そんなざわざわとした周りの雑音が一瞬聞こえなくなるほど、圧倒的なオーラを持って彼女はそこに立っていた。

背筋はピンと伸びて、その目は真っ直ぐにこちらを射抜いている。対面しているだけで緊張感を与えるような人だった。


 綺麗な人だ、とメルヴィは思った。

 顔の造型が美しいことは勿論なのだが、彼女の全身からは気品のようなものが溢れ出ていて、思わずこちらも居住まいを正してしまう。


「アンリエット様!」

 メルヴィ達を取り囲んでいたご令嬢たちが、その名前を口にした。


 アンリエット様。

 この人が、殿下と婚約するはずだった人……


 メルヴィは無意識のうちに、顔を隠すように前髪を手で撫でる。

 髪を短くして男子用の制服を着ている自分が、何故だか急に恥ずかしく思えた。

 その理由が自分でもよく分からないまま、メルヴィは横に立つトビアスの大きな体の陰に身を隠すように、そっと半歩後ろに下がる。


「……ご自身の品位を下げる言動は慎みなさい」


 アンリエットは静かな声でそれだけを言うと、スッと横をすり抜けて行った。

 その後ろ姿を、メルヴィは複雑な思いで見つめる。

 ご令嬢たちは気まずくなったのか、何か捨て台詞のようなものを吐きながら散り散りに立ち去っていった。

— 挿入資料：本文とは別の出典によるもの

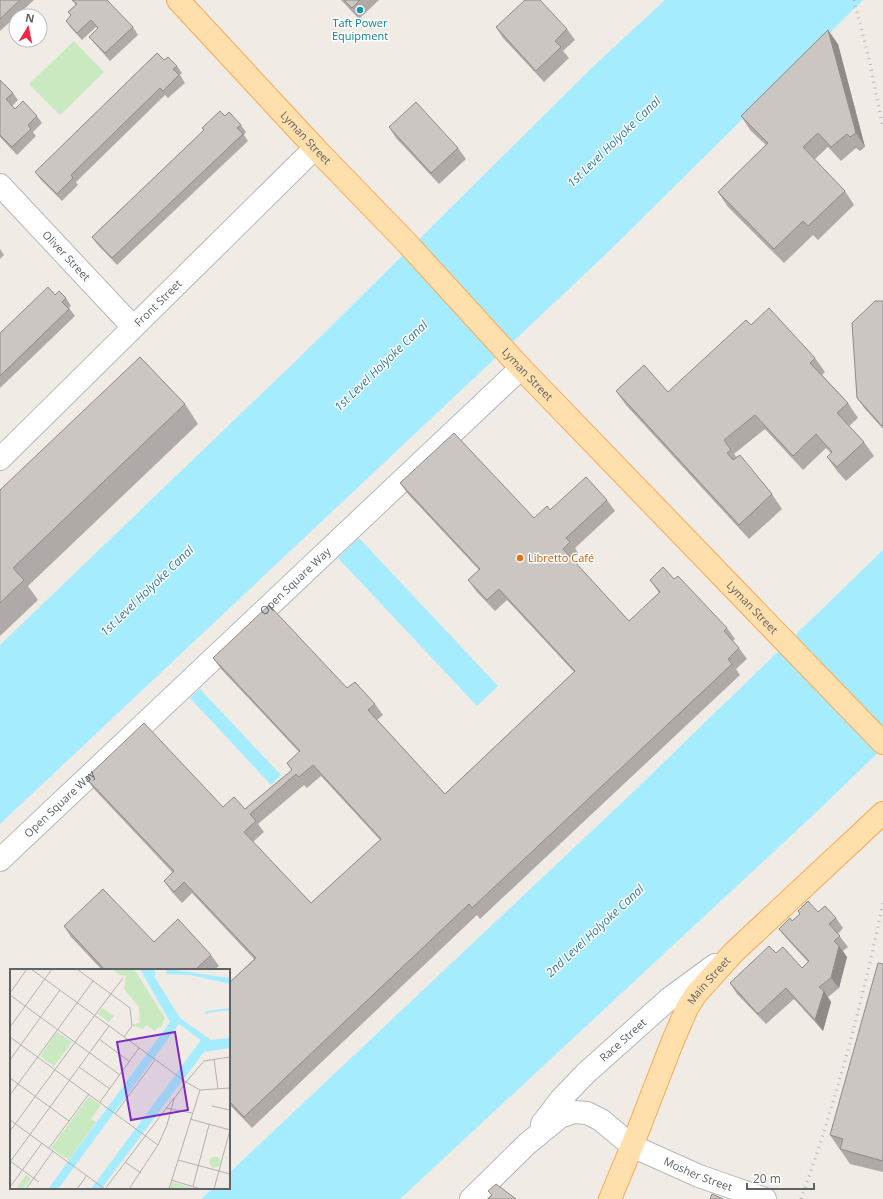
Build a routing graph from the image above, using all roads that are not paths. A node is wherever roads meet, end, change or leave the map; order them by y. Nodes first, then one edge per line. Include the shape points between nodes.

「はー、たった一言で黙らせるなんて、すごいですね。なんていうか、いかにも貴族のご令嬢っていうか。凛とした感じの、綺麗な方でしたね」

 感心したようにトビアスが言った。


「綺麗な方、だったわね……」

「そうですね。って、お嬢様? どうしましたか?」

「何でもないわ」


 心配そうに顔を覗き込むトビアスに向かってニコッと笑顔を作ると、メルヴィは校舎に向かって歩き出した。